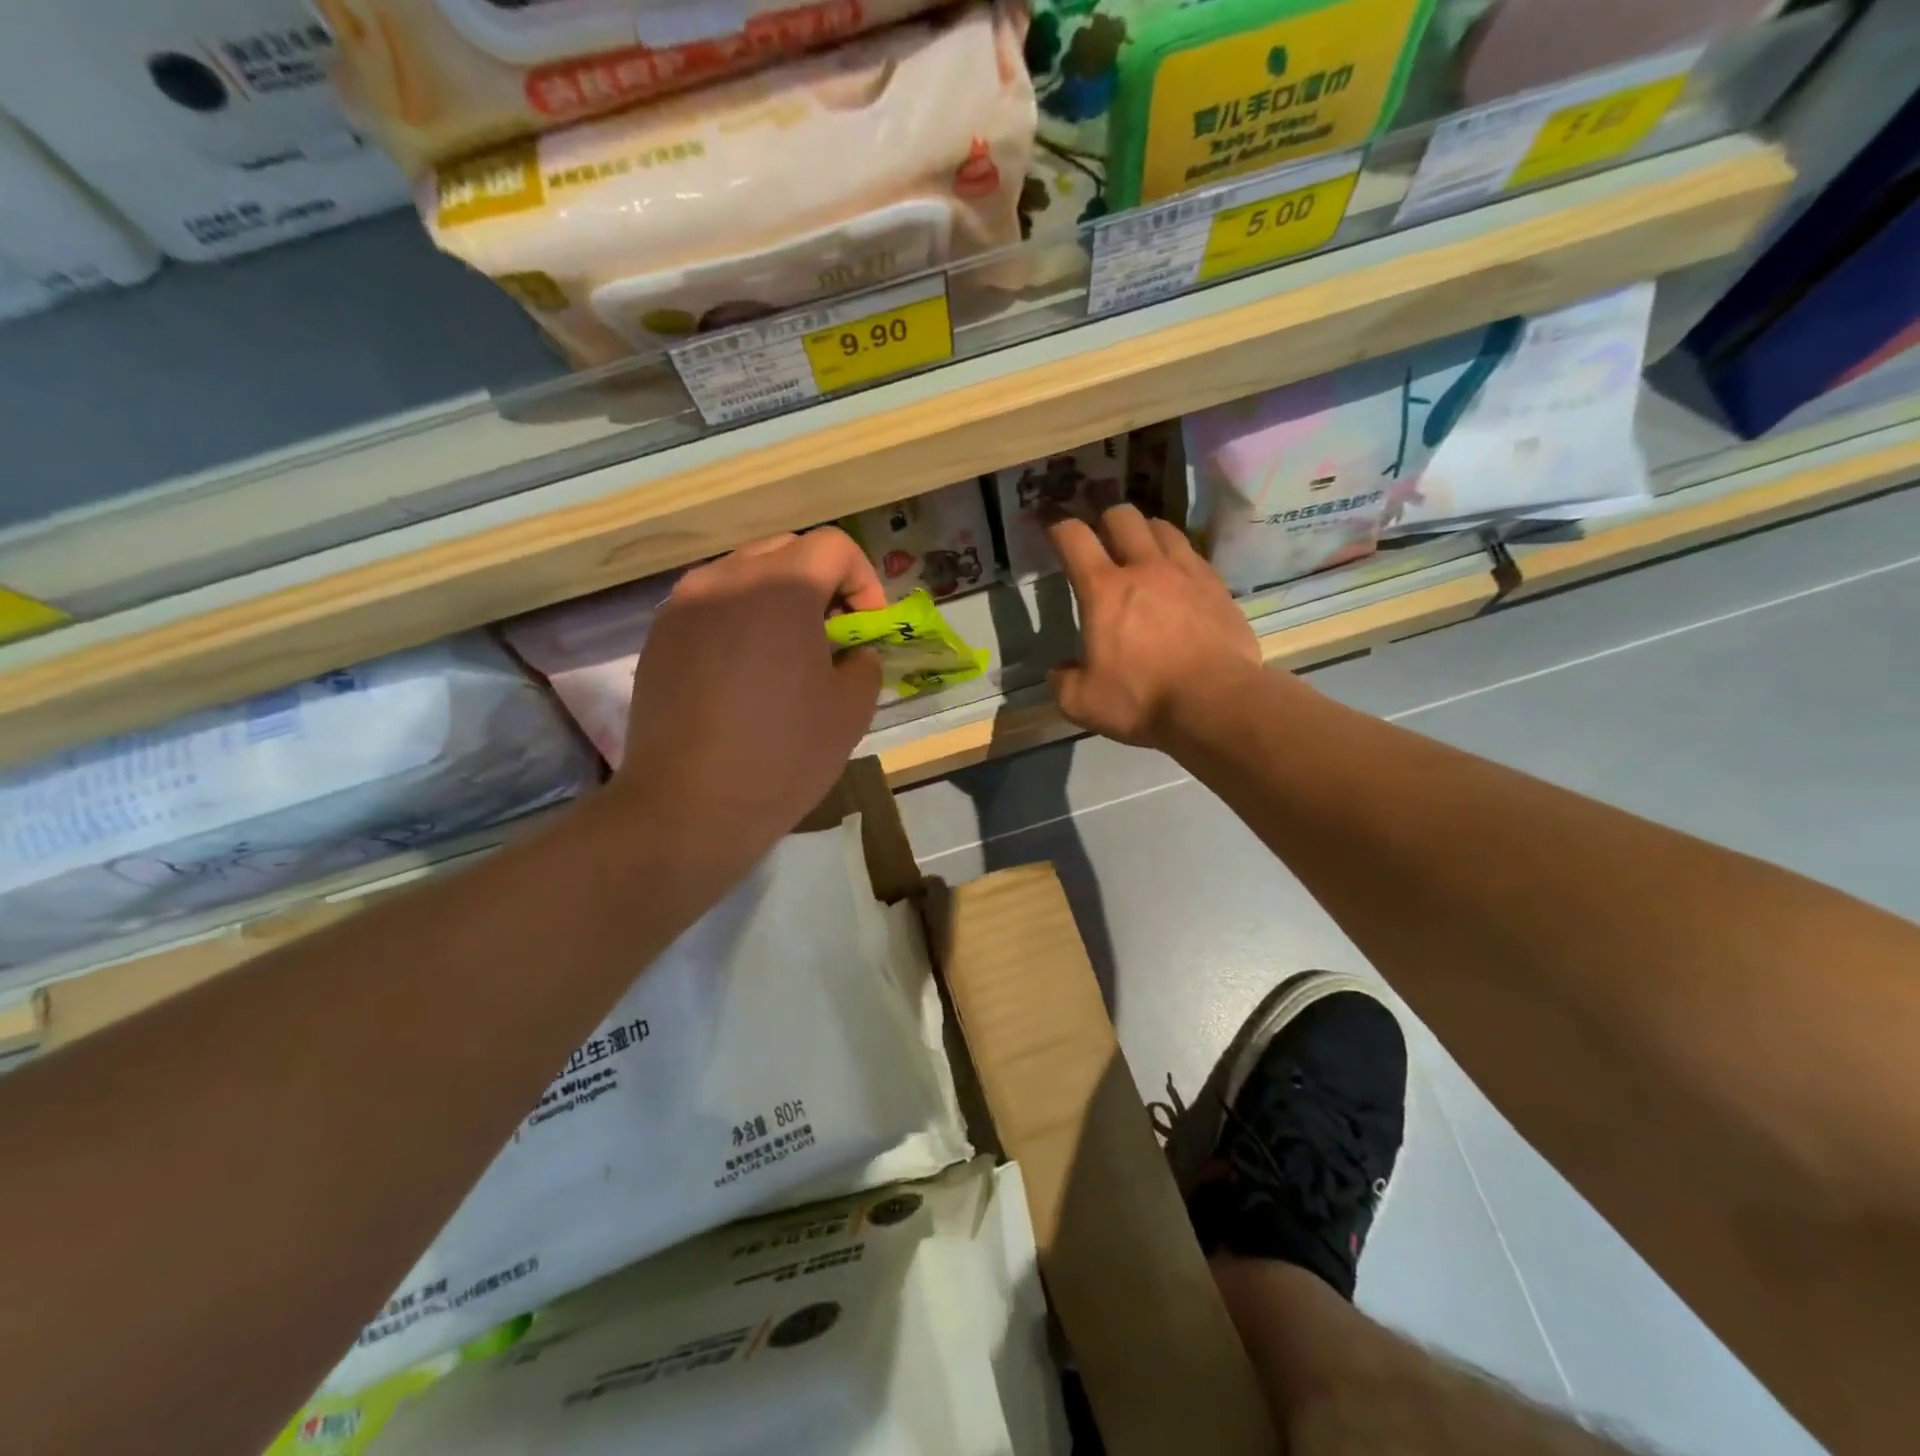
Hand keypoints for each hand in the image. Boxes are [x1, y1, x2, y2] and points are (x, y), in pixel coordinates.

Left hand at [614, 529, 884, 883]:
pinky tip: (743, 674)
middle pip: (787, 551)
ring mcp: (684, 605)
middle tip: (831, 637)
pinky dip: (739, 621)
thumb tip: (851, 651)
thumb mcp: (851, 710)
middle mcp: (726, 578)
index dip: (863, 580)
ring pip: (744, 574)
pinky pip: (711, 605)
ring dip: (777, 599)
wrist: (687, 807)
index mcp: (781, 588)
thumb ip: (864, 661)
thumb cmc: (782, 756)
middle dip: (821, 584)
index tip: (865, 629)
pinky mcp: (659, 636)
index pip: (834, 546)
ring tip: (785, 655)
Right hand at [1046, 505, 1262, 748]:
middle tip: (1100, 539)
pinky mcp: (1217, 587)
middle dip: (1105, 520)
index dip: (1057, 527)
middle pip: (1122, 516)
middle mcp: (1145, 568)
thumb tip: (1061, 670)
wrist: (1215, 704)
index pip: (1074, 538)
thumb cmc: (1142, 700)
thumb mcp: (1081, 702)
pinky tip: (1176, 578)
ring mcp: (1186, 573)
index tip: (1052, 528)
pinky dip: (1177, 557)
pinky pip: (1193, 554)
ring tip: (1140, 550)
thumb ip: (1063, 681)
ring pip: (1162, 527)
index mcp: (1104, 590)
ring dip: (1144, 531)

.....

### [What you will do]
The entries above are to be restated verbatim, with no pictures carried over.

### [Answer section]
Hand keypoints for each hand in the image. Boxes are [x1, y1, x2, y2] and points are (x, y), in pixel coordinates.

Left hand at [614, 529, 884, 883]:
pinky tip: (743, 674)
middle pip: (787, 551)
ring mcp: (684, 605)
middle tip: (831, 637)
pinky dip: (739, 621)
thumb tip: (851, 651)
thumb mcp: (851, 710)
middle mcp: (726, 578)
index dip: (863, 580)
ring pip: (744, 574)
pinky pip: (711, 605)
ring dip: (777, 599)
wrist: (687, 807)
index mcp: (781, 588)
thumb ip: (864, 661)
thumb cmc: (782, 756)
middle dip: (821, 584)
index tip: (865, 629)
pinky mcp: (659, 636)
index pip: (834, 546)
ring tip: (785, 655)
Right hand at [1046, 505, 1262, 748]:
middle tip: (1100, 539)
pinky mcp: (1217, 587)
middle dip: (1105, 520)
index dip: (1057, 527)
middle pip: (1122, 516)
middle mcp: (1145, 568)
thumb tip: (1061, 670)
wrist: (1215, 704)
index pip: (1074, 538)
thumb cmc: (1142, 700)
thumb mcp: (1081, 702)
pinky tip: (1176, 578)
ring mcp: (1186, 573)
index tip: (1052, 528)
pinky dip: (1177, 557)
pinky pip: (1193, 554)
ring tip: (1140, 550)
thumb ip: (1063, 681)
ring pip: (1162, 527)
index mcp: (1104, 590)
ring dip: (1144, 531)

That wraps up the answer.